President Donald Trump, who made a grand entrance at the track Sunday before the race was postponed, tweeted that he was praying for Newman.
Denny Hamlin won the race for Joe Gibbs Racing, marking his second straight victory in the season opener and third in the past five years. The team celebrated near the start-finish line and again when confetti flew in Victory Lane, prompting Gibbs to later apologize.
"Some people may have saw us and said, 'Those guys are celebrating when there's a serious issue going on,'" Gibbs said. "I apologize to everybody. We really didn't know. We got in the winner's circle, and then that's when people told us. I wanted to explain that to everyone.
"That's what makes it so hard. Such a close-knit community. You know everybody. ... If you think about all the wrecks that we've had over the last how many number of years, some of them have been real serious. We've been real fortunate."
Hamlin also clarified that he didn't realize how serious the crash was when he began celebrating.
First a foremost I want to give well wishes and prayers to @RyanJNewman. I had absolutely NO IDEA of the severity of the crash until I got to victory lane. There's very little communication after the finish and i had already unhooked my radio. It's not anyone's fault. 🙏Rocket— Denny Hamlin (@dennyhamlin) February 18, 2020
Newman, an Indiana native who graduated with an engineering degree from Purdue, said earlier during Speedweeks that he felt renewed in his second year at Roush Fenway Racing and had stopped thinking about retirement.
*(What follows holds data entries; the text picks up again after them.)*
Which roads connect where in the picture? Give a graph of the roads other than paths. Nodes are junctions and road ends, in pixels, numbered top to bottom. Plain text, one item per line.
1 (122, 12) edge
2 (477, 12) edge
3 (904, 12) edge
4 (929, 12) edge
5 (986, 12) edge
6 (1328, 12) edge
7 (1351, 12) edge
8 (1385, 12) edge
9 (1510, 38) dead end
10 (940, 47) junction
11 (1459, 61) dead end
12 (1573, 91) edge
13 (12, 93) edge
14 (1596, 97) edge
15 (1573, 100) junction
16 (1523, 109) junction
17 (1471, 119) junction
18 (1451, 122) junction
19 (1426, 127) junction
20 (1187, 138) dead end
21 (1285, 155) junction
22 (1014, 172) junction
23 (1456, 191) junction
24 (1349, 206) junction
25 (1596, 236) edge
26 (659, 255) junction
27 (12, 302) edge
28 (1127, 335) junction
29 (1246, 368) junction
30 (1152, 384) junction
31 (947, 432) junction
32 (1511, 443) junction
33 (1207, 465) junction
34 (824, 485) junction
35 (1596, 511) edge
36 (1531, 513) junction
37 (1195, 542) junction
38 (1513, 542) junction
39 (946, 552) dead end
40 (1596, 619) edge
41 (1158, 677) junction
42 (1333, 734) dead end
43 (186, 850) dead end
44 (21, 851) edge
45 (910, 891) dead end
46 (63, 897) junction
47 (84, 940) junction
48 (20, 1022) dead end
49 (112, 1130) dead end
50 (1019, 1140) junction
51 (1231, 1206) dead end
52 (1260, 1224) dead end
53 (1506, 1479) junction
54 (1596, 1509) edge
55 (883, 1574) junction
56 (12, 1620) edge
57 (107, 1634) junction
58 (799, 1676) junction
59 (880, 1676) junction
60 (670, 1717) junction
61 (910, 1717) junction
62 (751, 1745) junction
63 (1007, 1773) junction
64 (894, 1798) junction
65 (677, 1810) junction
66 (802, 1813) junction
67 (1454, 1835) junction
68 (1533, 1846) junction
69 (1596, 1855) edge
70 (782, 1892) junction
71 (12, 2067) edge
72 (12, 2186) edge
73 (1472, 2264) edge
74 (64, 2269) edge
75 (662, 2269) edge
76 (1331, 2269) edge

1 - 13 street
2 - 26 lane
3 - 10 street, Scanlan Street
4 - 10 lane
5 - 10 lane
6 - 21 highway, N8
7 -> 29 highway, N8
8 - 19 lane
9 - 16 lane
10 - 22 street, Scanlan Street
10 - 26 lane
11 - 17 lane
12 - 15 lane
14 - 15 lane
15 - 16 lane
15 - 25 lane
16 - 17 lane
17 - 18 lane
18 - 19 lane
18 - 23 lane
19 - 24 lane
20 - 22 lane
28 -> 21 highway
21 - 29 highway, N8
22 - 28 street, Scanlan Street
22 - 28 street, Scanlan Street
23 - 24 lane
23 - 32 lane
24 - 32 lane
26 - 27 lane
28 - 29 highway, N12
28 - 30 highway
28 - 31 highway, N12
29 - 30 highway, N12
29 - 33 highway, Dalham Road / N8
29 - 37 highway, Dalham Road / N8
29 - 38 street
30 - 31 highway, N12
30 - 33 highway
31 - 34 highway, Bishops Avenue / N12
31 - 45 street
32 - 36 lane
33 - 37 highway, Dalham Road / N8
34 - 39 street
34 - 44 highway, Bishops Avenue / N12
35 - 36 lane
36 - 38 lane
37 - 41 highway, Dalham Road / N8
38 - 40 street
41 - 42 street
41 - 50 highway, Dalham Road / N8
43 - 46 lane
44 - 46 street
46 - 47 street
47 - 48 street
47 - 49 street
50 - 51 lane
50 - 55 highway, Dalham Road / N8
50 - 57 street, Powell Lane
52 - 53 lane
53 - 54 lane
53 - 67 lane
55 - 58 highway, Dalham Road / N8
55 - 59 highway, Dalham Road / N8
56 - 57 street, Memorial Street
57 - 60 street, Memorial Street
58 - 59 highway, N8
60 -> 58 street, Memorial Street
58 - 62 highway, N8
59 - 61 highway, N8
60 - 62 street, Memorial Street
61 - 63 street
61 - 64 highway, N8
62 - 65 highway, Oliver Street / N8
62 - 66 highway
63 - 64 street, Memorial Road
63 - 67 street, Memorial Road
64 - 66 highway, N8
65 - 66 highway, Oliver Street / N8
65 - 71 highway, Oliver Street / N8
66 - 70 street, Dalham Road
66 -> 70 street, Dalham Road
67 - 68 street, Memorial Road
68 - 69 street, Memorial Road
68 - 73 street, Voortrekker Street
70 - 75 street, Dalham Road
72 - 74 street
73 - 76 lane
"It's all about competitiveness and fun," said Newman, who also announced that he and his wife had split after 16 years of marriage. "I want to have fun with my life. If I can have fun in this garage doing it and get paid what I feel like I deserve to get paid, then I'm all for it. It's got to be fun, and it's got to be rewarding in more ways than one.
"I'm doing it past when I said I was going to do it 10 years ago. I don't know how to give the answer anymore. I really don't. I always said 40, and I'm 42 now."
The Associated Press contributed to this report.